As South Africa becomes the latest nation to face corruption allegations, can FIFA President Sepp Blatter count on the governing body of African soccer (CAF) to secure his re-election at FIFA's congress in Zurich?
In soccer, or at least in elections for FIFA's presidency, Africa has a voice. With 54 voting members, out of a total of 209, the governing body of African soccer CAF is the best represented in the sport. Every vote counts the same, and until very recently, Asian and African members looked guaranteed to carry incumbent Sepp Blatter to re-election.

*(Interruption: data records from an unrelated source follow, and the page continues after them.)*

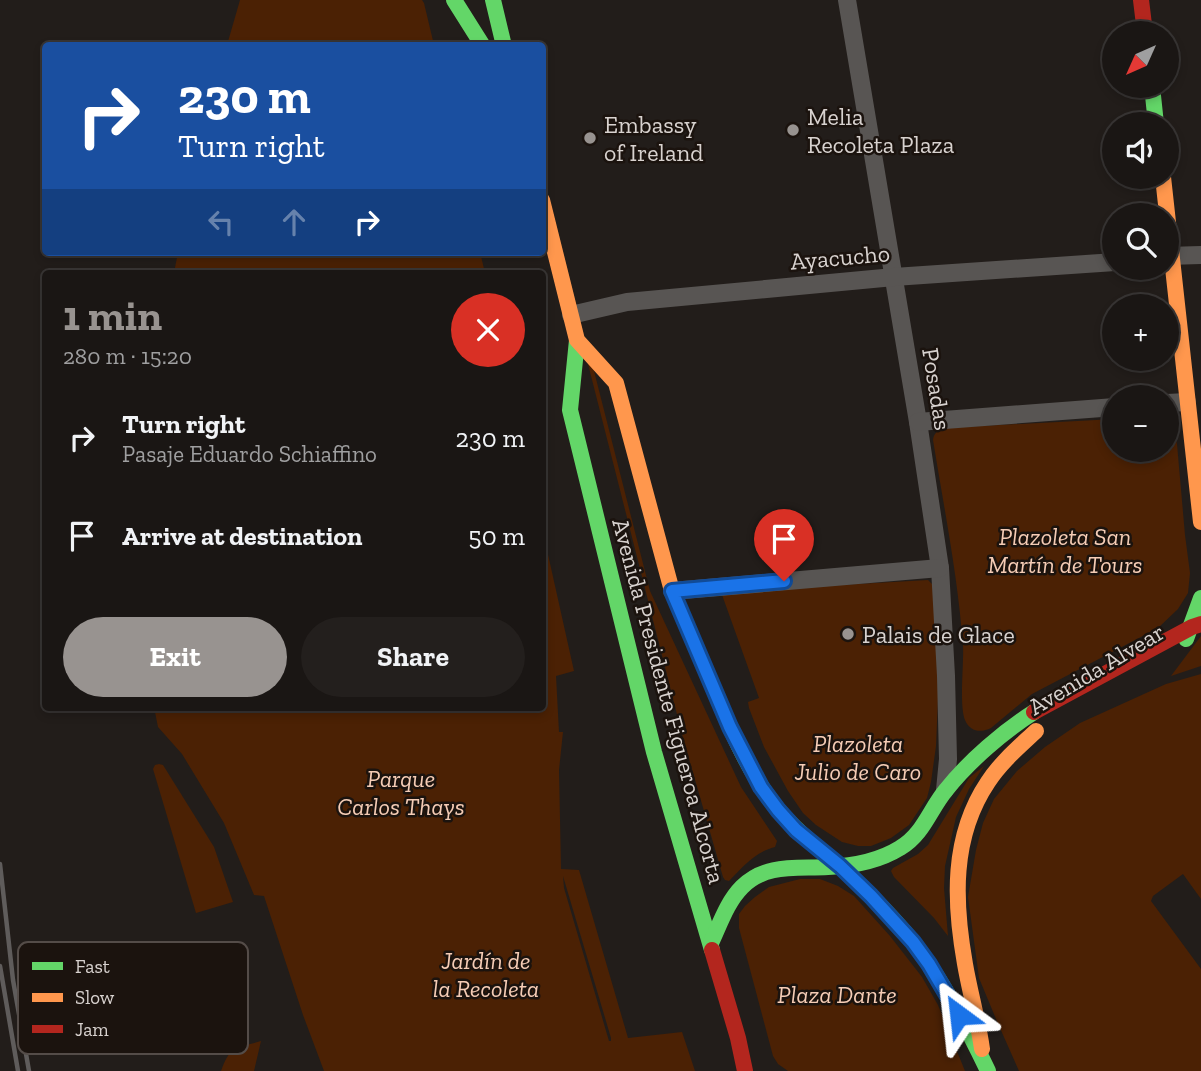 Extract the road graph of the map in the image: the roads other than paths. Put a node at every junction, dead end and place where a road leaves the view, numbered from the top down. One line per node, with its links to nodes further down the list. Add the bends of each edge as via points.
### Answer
1 (454, 0): 6 (main road)
2 (493, 0): 7 (main road)
3 (847, 0): 12 (street, Posadas)
4 (1141, 0): 5 (main road)
5 (1144, 21)
6 (480, 42)
7 (503, 42)
8 (546, 216): 14 (main road)
9 (1201, 254): 10 (street)
10 (1179, 255)
11 (1102, 263): 12 (street, Ayacucho)
12 (894, 277): 14 (street, Ayacucho, via 626,302); 19 (street, Posadas)
13 (1173, 280): 16 (main road)
14 (571, 315): 15 (main road)
15 (577, 340): 22 (main road, via 616,383); 29 (main road, Avenida Presidente Figueroa Alcorta, via 570,410 653,752)
16 (1188, 401): 17 (street); 20 (main road)
17 (1179, 402)
18 (1102, 408): 19 (street)
19 (918, 422): 21 (street, Posadas)
20 (1201, 522)
21 (940, 568): 22 (street); 27 (street, Posadas, via 946,666)
22 (672, 591): 28 (main road, via 761,787 796,830)
23 (1201, 598): 24 (main road, Avenida Alvear)
24 (1196, 626): 25 (main road, Avenida Alvear); 27 (main road, Avenida Alvear, via 1031,713)
25 (1170, 657)
26 (1078, 706): 30 (main road, Avenida Alvear, via 1052,720 1010,754 971,811 959,851 955,880 960,940)
27 (945, 790): 28 (main road, Avenida Alvear, via 909,843)
28 (840, 866): 29 (main road, Avenida Alvear, via 780,867 758,874 741,888); 30 (main road, via 913,942)
29 (711, 943): 31 (main road, Avenida Presidente Figueroa Alcorta)
30 (985, 1066)
31 (745, 1071)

Traditionally, CAF has held FIFA President Sepp Blatter in high regard on account of his personal support of African soccer, facilitating more than just the sport with his involvement in Africa's developing nations. But could that possibly change?

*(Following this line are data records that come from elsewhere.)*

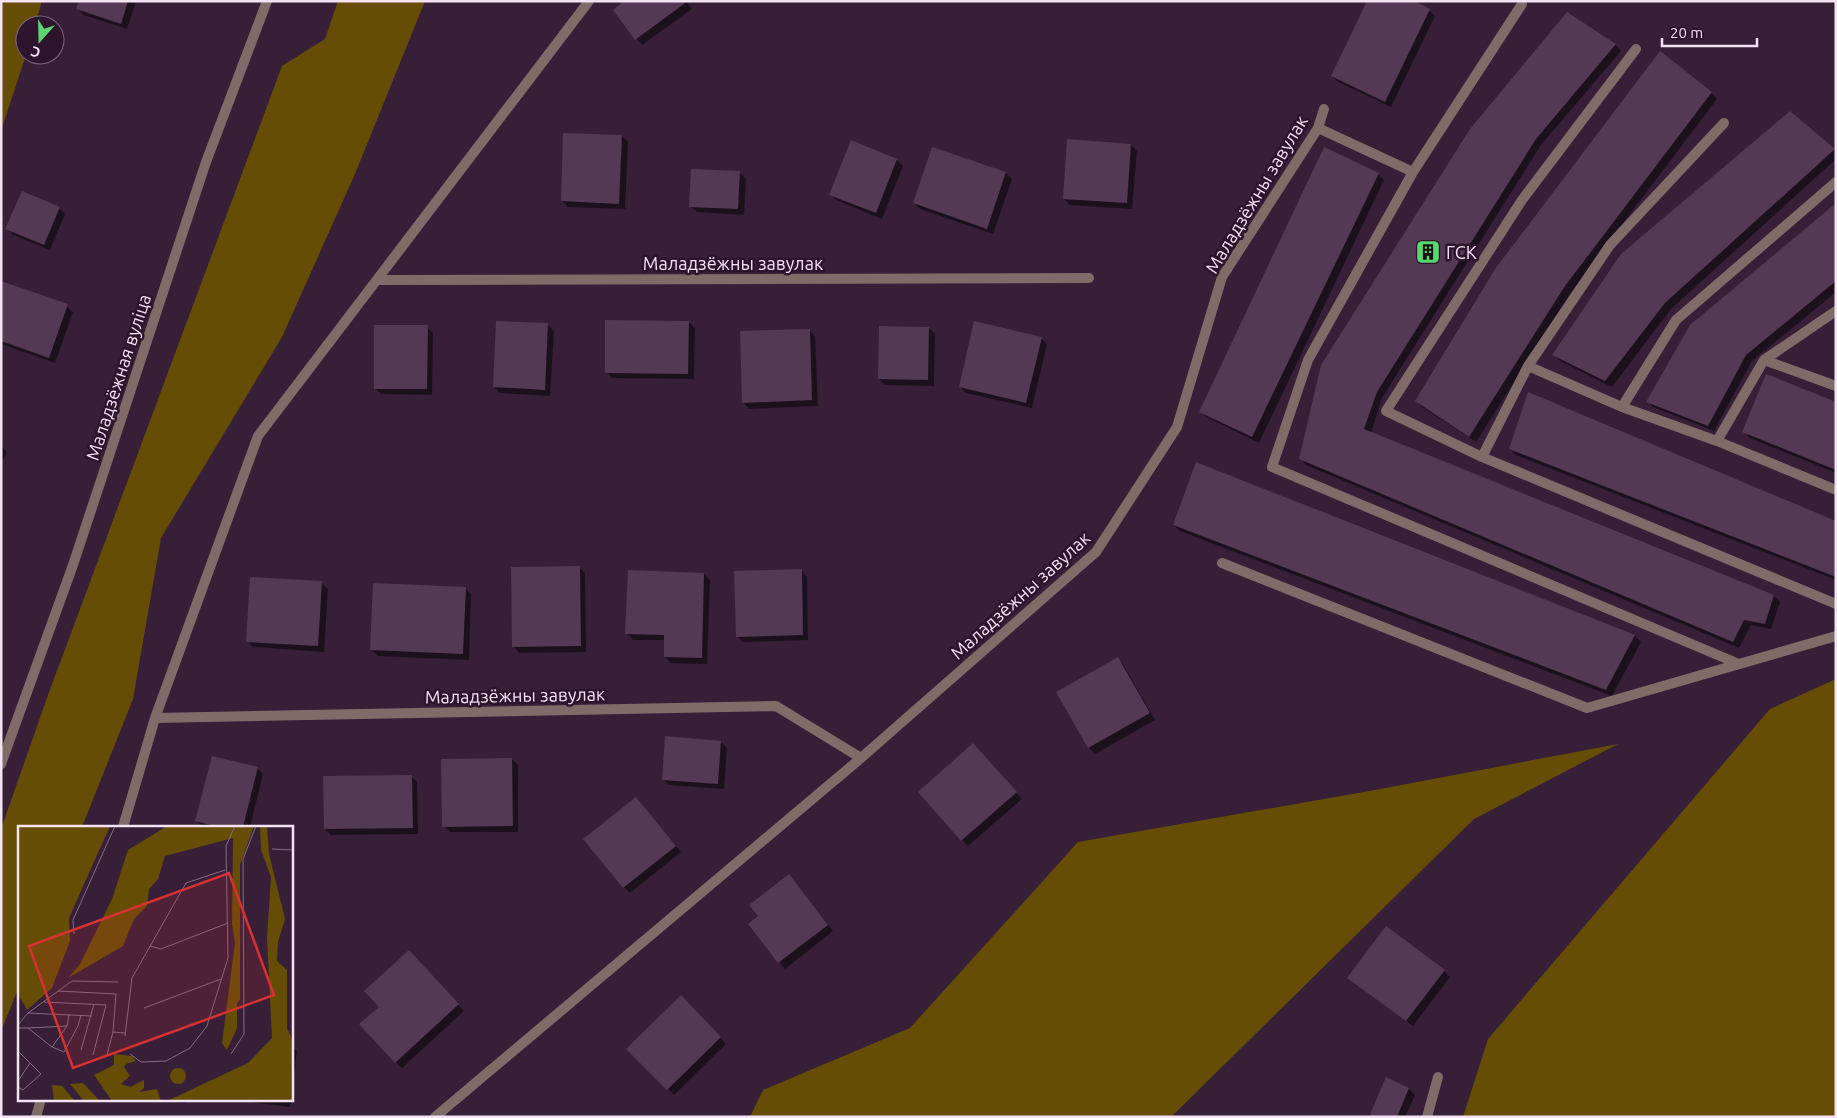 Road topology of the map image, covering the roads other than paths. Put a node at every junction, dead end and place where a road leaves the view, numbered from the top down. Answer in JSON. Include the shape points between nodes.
{"nodes":[{"id":1,"x":267,"y":1,"type":"edge"},
{"id":2,"x":589,"y":1,"type":"edge"},
{"id":3,"x":1522,"y":4,"type":"dead end"},
{"id":4,"x":1636,"y":48,"type":"dead end"},
{"id":5,"x":1324,"y":109,"type":"dead end"},
{"id":6,"x":1724,"y":123,"type":"dead end"},
{"id":7,"x":1318,"y":128,"type":"junction"},
{"id":8,"x":1413,"y":172,"type":"junction"},
{"id":9,"x":1836,"y":182,"type":"edge"},
{"id":10,"x":1089,"y":278,"type":"dead end"},
{"id":11,"x":378,"y":280,"type":"junction"},
{"id":12,"x":1836,"y":311,"type":"edge"},
{"id":13,"x":1764,"y":360,"type":"junction"},
{"id":14,"x":1528,"y":366,"type":"junction"},
{"id":15,"x":1836,"y":386,"type":"edge"},
{"id":16,"x":1622,"y":407,"type":"junction"},
{"id":17,"x":1717,"y":441,"type":"junction"},
{"id":18,"x":1482,"y":456,"type":"junction"},
{"id":19,"x":1836,"y":490,"type":"edge"},
{"id":20,"x":1222,"y":563,"type":"dead end"},
{"id":21,"x":1836,"y":604,"type":"edge"},
{"id":22,"x":1836,"y":636,"type":"edge"},
{"id":23,"x":1739,"y":664,"type":"junction"},
{"id":24,"x":155,"y":718,"type":"junction"},
{"id":25,"x":861,"y":758,"type":"junction"},
{"id":26,"x":1,"y":764,"type":"edge"},
{"id":27,"x":123,"y":826,"type":"edge"},
{"id":28,"x":1438,"y":1077,"type":"dead end"},
{"id":29,"x":41,"y":1100,"type":"edge"},
{"id":30,"x":36,"y":1117,"type":"edge"},
{"id":31,"x":435,"y":1117,"type":"edge"},
{"id":32,"x":1428,"y":1117,"type":"edge"}],
"edges":[{"from":1,"to":26,"type":"street","name":"Маладзёжная вуліца","via":[[206,162],[73,564]]},
{"from":2,"to":11,"type":"street"},
{"from":3,"to":8,"type":"street"},
{"from":4,"to":18,"type":"street","via":[[1522,200],[1386,411]]},
{"from":5,"to":7,"type":"street","name":"Маладзёжны завулак"},
{"from":6,"to":14,"type":"street","via":[[1610,245]]},
{"from":7,"to":8,"type":"street"},
{"from":7,"to":25,"type":"street","name":"Маладзёжны завулак","via":[[1222,277],[1177,427],[1096,552]]},
{"from":8,"to":23,"type":"street","via":[[1308,360],[1272,468]]},
{"from":9,"to":16,"type":"street","via":[[1676,320]]},
{"from":10,"to":11,"type":"street","name":"Маладзёжны завулак"},
{"from":11,"to":24,"type":"street","via":[[258,436]]},
{"from":12,"to":13,"type":"street"},
{"from":13,"to":15,"type":"street"},
{"from":13,"to":17,"type":"street"},
{"from":14,"to":16,"type":"street"},
{"from":14,"to":18,"type":"street"},
{"from":16,"to":17,"type":"street"},
{"from":17,"to":19,"type":"street"},
{"from":18,"to":21,"type":"street"},
{"from":20,"to":23,"type":"street","via":[[1587,708]]},
{"from":22,"to":23,"type":"street"},
{"from":24,"to":25,"type":"street","name":"Маладзёжны завулак","via":[[776,706]]},
{"from":24,"to":27,"type":"street"},
{"from":25,"to":31,"type":"street","name":"Маладзёжны завулак"},
{"from":28,"to":32,"type":"street"},
{"from":29,"to":30,"type":"street"}]}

With UEFA in a longstanding and open revolt against Sepp Blatter and the South American Football Confederation (CONMEBOL) now taking a critical stance towards the 79-year-old incumbent president, CAF's reluctance to have FIFA's election on Friday postponed may speak volumes by itself. On Wednesday, CAF was unequivocal in its continuing support for Blatter, and little seems likely to have changed after these latest allegations.
South Africa, one of Africa's biggest soccer nations, took center stage in the new inquiries looking into FIFA's current corruption scandal. One banner headline from US Attorney General Loretta Lynch was the allegation that a leading South African bid committee member handed "a briefcase containing bundles of US currency" to a family member of Jack Warner. Warner, a former FIFA vice president, is among the prime targets in the FIFA sting, seemingly after investigators managed to secure his sons' cooperation.

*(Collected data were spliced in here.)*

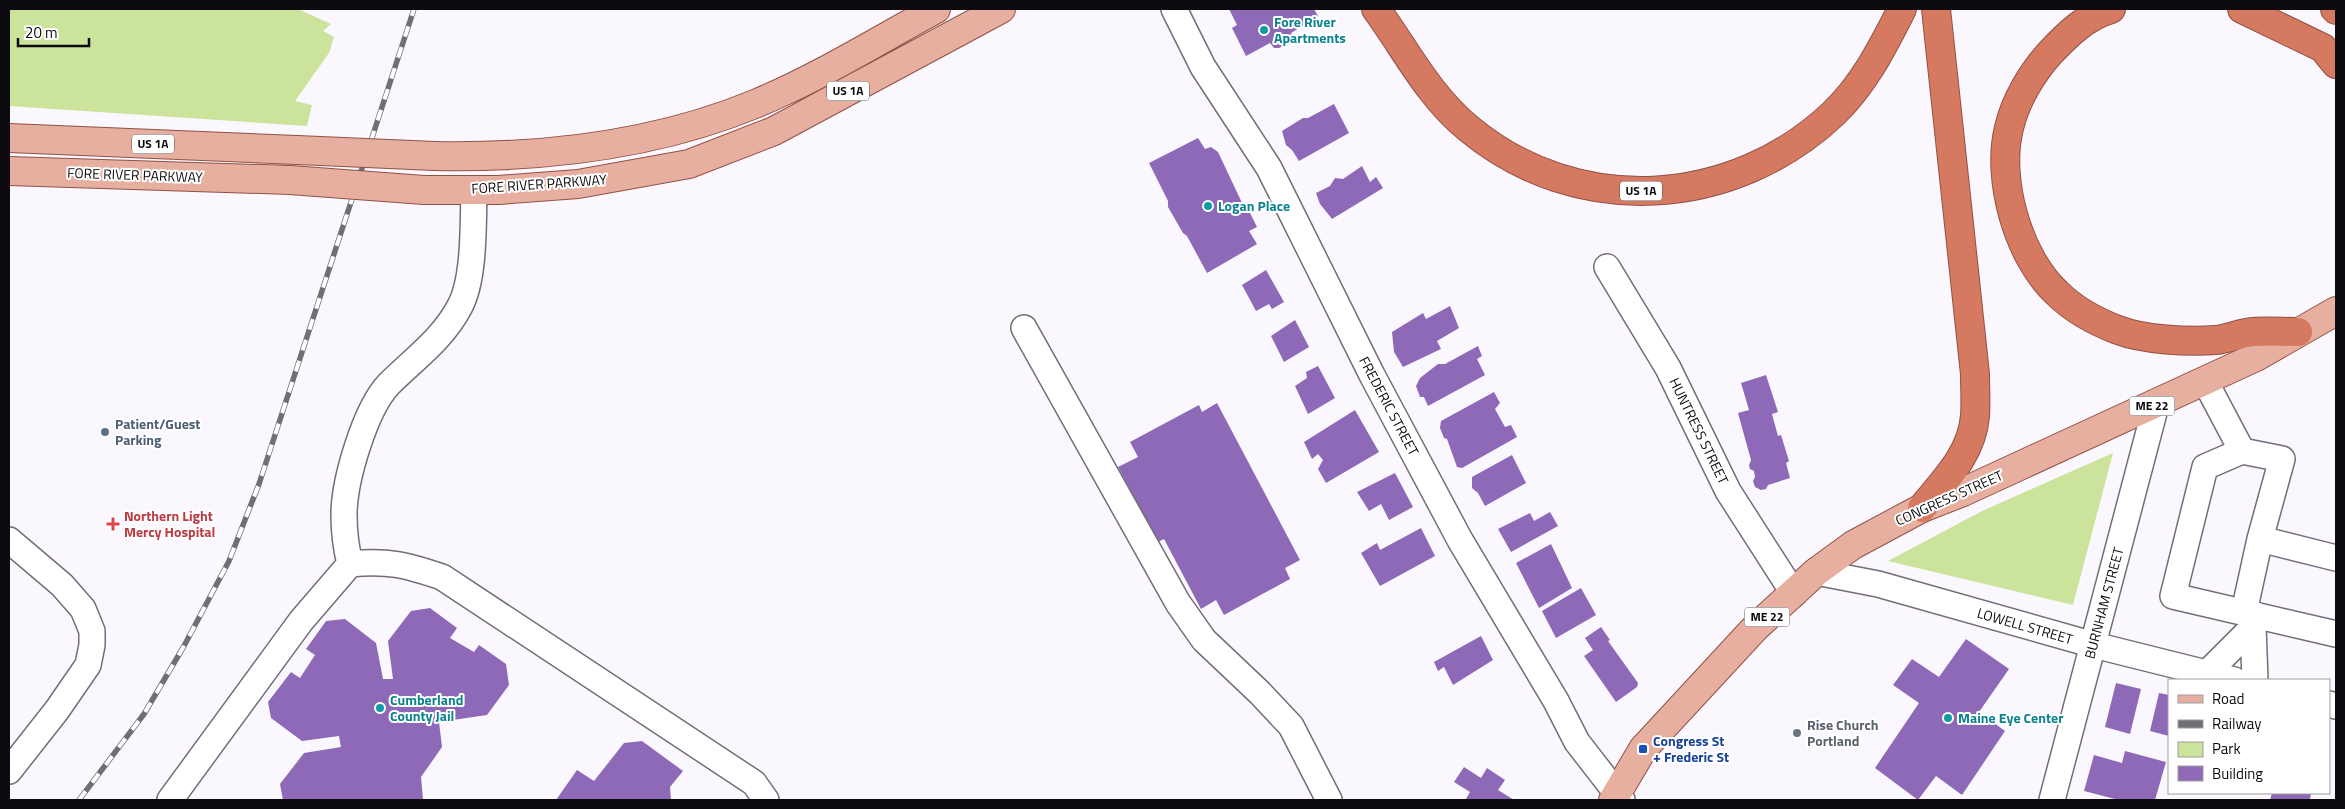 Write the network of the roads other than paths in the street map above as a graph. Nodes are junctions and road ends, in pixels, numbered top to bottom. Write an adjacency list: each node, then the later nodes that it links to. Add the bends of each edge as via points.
1 (936, 9): 11 (main road, US 1A, bridge, via 755,104 677,130 611,146 494,157)
2 (1001, 9): 13 (main road, FORE RIVER PARKWAY / US 1A, via 774,131 689,164 578,184)
3 (1174, 9): 35 (street, FREDERIC STREET, via 1203,67 1269,168 1372,375 1460,540 1577,742)
4 (1902, 9): 9 (highway, US 1A, via 1864,79 1834,112 1799,142 1734,177 1681,189 1653,191 1624,190 1568,180 1514,158 1490,144 1432,92)
5 (1936, 9): 21 (highway, via 1975,374 1975,417 1961,460)
6 (2111, 9): 17 (highway, via 2102,11 2068,33 2042,62 2020,97 2008,128 2005,162 2010,203 2034,265 2056,293 2086,315 2120,331 2150,337 2208,340 2252,332)
7 (2242, 9): 10 (highway)
8 (2288, 9): 10 (highway)
9 (1382, 14)
10 (2329, 56)
11 (9, 138)
12 (9, 171): 13 (main road, FORE RIVER PARKWAY / US 1A, bridge)
13 (474, 190): 25 (street, via 470,272 461,305 438,340 383,392 370,410 354,458 344,514)
14 (1607, 267): 27 (street, HUNTRESS STREET, via 1668,368 1728,491)
15 (2334, 315): 17 (main road, CONGRESS STREET / ME 22)
16 (1024, 328): 38 (street, via 1178,603 1204,640 1291,726)
17 (2298, 332): 18 (main road, CONGRESS STREET / ME 22)
18 (2206, 381): 19 (main road, CONGRESS STREET / ME 22); 20 (street)
19 (2156, 404): 21 (main road, CONGRESS STREET / ME 22); 30 (street, BURNHAM STREET)
20 (2242, 451): 22 (street, via 2282,459); 28 (street, via 2205,467 2173,596)
21 (1922, 508): 26 (main road, CONGRESS STREET / ME 22, via 1853,545)
22 (2260, 539): 24 (street); 28 (street)
23 (9, 540): 34 (street, via 62,585 83,609 92,631 88,665)
24 (2336, 558)
25 (350, 564): 36 (street, via 301,621); 37 (street, via 399,564 442,577 754,783)
26 (1816, 572): 27 (main road, CONGRESS STREET / ME 22); 30 (street, LOWELL STREET, via 1878,584)
27 (1794, 594): 35 (main road, CONGRESS STREET / ME 22, via 1754,628 1643,749)
28 (2251, 618): 29 (street); 31 (street); 33 (street)
29 (2336, 634)
30 (2094, 645): 31 (street, LOWELL STREET); 39 (street, BURNHAM STREET)
31 (2206, 674): 32 (street, LOWELL STREET)
32 (2229, 679)
33 (2255, 679)
34 (9, 771)
35 (1617, 798)
36 (170, 800)
37 (766, 800)
38 (1329, 800)
39 (2052, 800)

South Africa denies corruption allegations
The South African Football Association (SAFA) on Thursday rejected allegations that it had paid $10 million (9.1 milliion euros) in bribes to Warner. SAFA spokesman Dominic Chimhavi said that everything was done by the book when South Africa placed its proposal and won the bid.
"The bid was made by people with high integrity, including the late Nelson Mandela and [former president] Thabo Mbeki," Chimhavi added. "We are disappointed at the baseless and untested allegations, and request proof from anyone who has contrary evidence."
Minister of Sport Fikile Mbalula said that all 2010 FIFA World Cup funds had long been accounted for and audited, and that the South African government had not received any official indictments from US prosecutors in the case to date. He called those who were involved in FIFA corruption scandal "criminals," and described allegations against the 2010 bid as "reckless at best."
"I've stated that it's clear and categorical: we have not transferred any money to any individual of that sort," he said at a press conference in Johannesburg.
Corruption all-too-familiar across South Africa
Heather Walker, former editor of the weekly newspaper "The South African," does not expect major domestic fallout, despite the allegations.
"People are up in arms about Russia and Qatar, but the World Cup in South Africa five years ago was really successful by all accounts. In a place like South Africa, you're just likely to hear a lot of 'so what?' when it comes to such small-time corruption claims, which, if they did happen, actually helped the country in the bigger picture," she told Deutsche Welle.
South Africa is indeed no stranger to corruption. The release of a number of reports since 2014 concerning President Jacob Zuma's private residence at Nkandla in KwaZulu-Natal Province has been staining the reputation of the country's post-apartheid success. Thursday's final report by the police minister found that the president need not pay back the public money spent on adding a swimming pool, a chicken run, an amphitheater and a visitors' center to his homestead - since these were necessary on account of "security concerns."
Legacy of the 2010 World Cup
But Nkandla has commonly been regarded as just the tip of an iceberg leading from top government officials down to the local police in most townships.
When the 2010 FIFA World Cup arrived, the world was eager to see Nelson Mandela's new South Africa, and the event was a perfect opportunity to showcase how the nation had overcome the shadow of apartheid. New infrastructure - from football stadiums to public transportation links - was built from scratch, involving tenders for building contracts reaching from the Cape of Good Hope to the waters of the Indian Ocean. It was regarded as South Africa's moment to shine and widely hailed as a success.
In the five years since the 2010 World Cup, South Africa has attracted record numbers of tourists - a lasting legacy of the tournament. Publications like the "New York Times" and Britain's "Daily Telegraph" have repeatedly ranked the country as one of the most desirable places to travel to - if you overlook its crime and corruption.
When compared to other domestic allegations of corruption, perhaps some South African realists, like Heather Walker, might consider bribes towards Africa's first ever World Cup to be money relatively well spent. The success of the 2010 World Cup might also prove an excellent investment for Sepp Blatter's re-election bid on Friday.